O processo: "Umas duas semanas depois do valor da joia diminuir, eu e um amigo combinamos de ir à São Januário para poder se associar e nos aventuramos nessa aí. Fui lá, fiz todo o procedimento da forma legal, com meu cartão de credito, só que tinha que ter um proponente. Na hora, tinha um camarada lá e eu, na minha ingenuidade, pedi para ele assinar para mim. O cara assinou, eu consegui a adesão, paguei uns três meses, estava indo para o quarto, quando recebi o comunicado de que não tinha sido aceito".
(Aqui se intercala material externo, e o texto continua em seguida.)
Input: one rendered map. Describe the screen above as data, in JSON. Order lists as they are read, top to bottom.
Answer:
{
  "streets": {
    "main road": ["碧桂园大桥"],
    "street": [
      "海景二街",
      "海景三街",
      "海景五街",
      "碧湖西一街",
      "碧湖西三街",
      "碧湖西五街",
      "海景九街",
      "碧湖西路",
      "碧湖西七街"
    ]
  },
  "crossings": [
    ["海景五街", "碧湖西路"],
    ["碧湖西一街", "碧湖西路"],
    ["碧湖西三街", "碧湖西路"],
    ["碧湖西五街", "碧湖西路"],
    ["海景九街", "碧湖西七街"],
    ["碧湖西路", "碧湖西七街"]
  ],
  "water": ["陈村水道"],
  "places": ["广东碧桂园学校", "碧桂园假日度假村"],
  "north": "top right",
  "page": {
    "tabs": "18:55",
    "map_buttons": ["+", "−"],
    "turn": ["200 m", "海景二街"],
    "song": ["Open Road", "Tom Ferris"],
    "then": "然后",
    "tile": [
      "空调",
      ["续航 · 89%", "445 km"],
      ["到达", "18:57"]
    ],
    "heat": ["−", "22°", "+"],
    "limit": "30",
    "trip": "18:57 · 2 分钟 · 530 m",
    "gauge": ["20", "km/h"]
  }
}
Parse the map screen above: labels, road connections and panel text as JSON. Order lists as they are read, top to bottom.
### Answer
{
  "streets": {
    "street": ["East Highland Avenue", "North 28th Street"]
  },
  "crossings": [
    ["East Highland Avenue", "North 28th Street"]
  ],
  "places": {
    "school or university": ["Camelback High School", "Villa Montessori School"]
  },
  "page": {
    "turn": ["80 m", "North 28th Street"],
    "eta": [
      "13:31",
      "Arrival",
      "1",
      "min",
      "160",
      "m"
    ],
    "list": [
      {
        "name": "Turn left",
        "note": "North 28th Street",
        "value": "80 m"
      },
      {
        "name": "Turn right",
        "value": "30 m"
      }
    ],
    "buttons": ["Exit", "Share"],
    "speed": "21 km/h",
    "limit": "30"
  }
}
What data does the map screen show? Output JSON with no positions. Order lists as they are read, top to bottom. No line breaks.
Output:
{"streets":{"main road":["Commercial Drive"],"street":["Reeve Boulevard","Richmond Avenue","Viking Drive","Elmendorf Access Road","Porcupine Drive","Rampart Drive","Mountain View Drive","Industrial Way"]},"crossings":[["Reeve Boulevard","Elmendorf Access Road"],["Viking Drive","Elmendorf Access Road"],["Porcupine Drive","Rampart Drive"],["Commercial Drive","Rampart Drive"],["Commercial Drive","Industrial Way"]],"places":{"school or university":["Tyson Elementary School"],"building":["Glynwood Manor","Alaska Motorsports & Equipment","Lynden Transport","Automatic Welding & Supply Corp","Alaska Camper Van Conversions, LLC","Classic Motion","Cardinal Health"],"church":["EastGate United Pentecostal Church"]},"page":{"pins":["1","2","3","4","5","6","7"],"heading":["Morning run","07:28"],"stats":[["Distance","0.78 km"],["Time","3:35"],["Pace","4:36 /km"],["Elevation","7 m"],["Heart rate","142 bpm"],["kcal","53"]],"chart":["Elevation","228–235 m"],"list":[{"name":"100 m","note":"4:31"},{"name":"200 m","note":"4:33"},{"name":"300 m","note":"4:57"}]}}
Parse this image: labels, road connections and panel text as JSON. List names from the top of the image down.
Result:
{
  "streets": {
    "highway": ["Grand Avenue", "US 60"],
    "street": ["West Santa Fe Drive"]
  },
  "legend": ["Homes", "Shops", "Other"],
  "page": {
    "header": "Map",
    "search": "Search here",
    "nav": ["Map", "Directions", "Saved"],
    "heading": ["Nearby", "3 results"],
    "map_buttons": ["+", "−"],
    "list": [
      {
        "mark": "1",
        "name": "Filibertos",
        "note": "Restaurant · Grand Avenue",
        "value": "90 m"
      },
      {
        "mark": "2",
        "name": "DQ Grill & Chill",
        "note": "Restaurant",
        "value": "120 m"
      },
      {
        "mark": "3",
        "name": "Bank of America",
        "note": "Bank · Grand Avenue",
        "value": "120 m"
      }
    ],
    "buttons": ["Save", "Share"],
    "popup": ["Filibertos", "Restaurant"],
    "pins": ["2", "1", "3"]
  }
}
Por qual motivo foi vetado?: "Na minha opinião, acho que meu proponente deve ter assinado para diversas outras pessoas. Se eu não me engano, o proponente era da Sempre Vasco, e aí o Campello, avaliando, vendo que o proponente era da Sempre Vasco e como há esse racha, vetou. Mas eu não conheço ninguém da política do Vasco. Só conheço torcedores comuns. Eu fui na maior expectativa de ajudar o Vasco, não só indo aos jogos, mas ajudando na mensalidade e aprendendo o que é Vasco. Era um sonho de muito tempo ser sócio-estatutário, mas caí nesse jogo político do Campello aí".
Vai acionar a Justiça?: "Teve uma pessoa que entrou em contato comigo e ele me disse que disponibilizaria um advogado para me orientar. Conversando com ele, perguntei se tinha outra forma para não entrar na Justiça. Vou falar com ele nos próximos dias e ver se não pode ter uma reconsideração, mas o Campello parece não estar para ouvidos".
Nome: T.D (não quis se identificar)
Idade: mais de 30 anos
Mensalidades pagas: 2
Comprovante: O UOL tem o comprovante, mas não o publicou em respeito ao pedido de não identificação
Proponente: Sempre Vasco
O processo: "Eu esperei que baixasse a joia e demoraram muitíssimo. Botaram no prazo limite quase. Acho que fui lá no dia 2 de agosto. Estava almoçando em São Januário e tinha um pessoal da Sempre Vasco, eles se propuseram a assinar como proponente. Eu fui lá, fiz todos os pré-requisitos, paguei com meu cartão e aí, depois, recebi o email de que tinha sido barrado".
Por qual motivo?: Não soube precisar o motivo específico que acredita ter sido barrado.
Vai acionar a Justiça?: "O caminho agora é a Justiça. Ver o que a Justiça vai falar. É um absurdo, tenho comprovante, tudo certinho. Morei em Portugal muitos anos, voltei tem dois anos. Um dos meus sonhos era ser sócio do Vasco e tentar ajudar o clube de alguma maneira".
Nome: Rafael Louzada
Idade: mais de 30 anos
Mensalidades pagas: 2
Proponente: Não lembra
O processo: "Dia que eu fui lá foi 6 de julho. Eu não sabia até pouco tempo que precisava de um proponente. Fui lá em São Januário com um amigo que já tinha que resolver um problema de associação dele. Chegamos lá, não conseguiram resolver o problema dele e eu fiquei sem ter um proponente. Aí tinha um cara ao lado da secretaria, expliquei para ele minha situação e ele se ofereceu para assinar. Como eu não sabia que ia ter essa burocracia toda, nem anotei o nome dele e nem sei quem é o cara. A partir daquele momento comecei a pagar as prestações da joia. A última que paguei foi em setembro, e aí agora chegou o email comunicando que eu não tinha sido aceito".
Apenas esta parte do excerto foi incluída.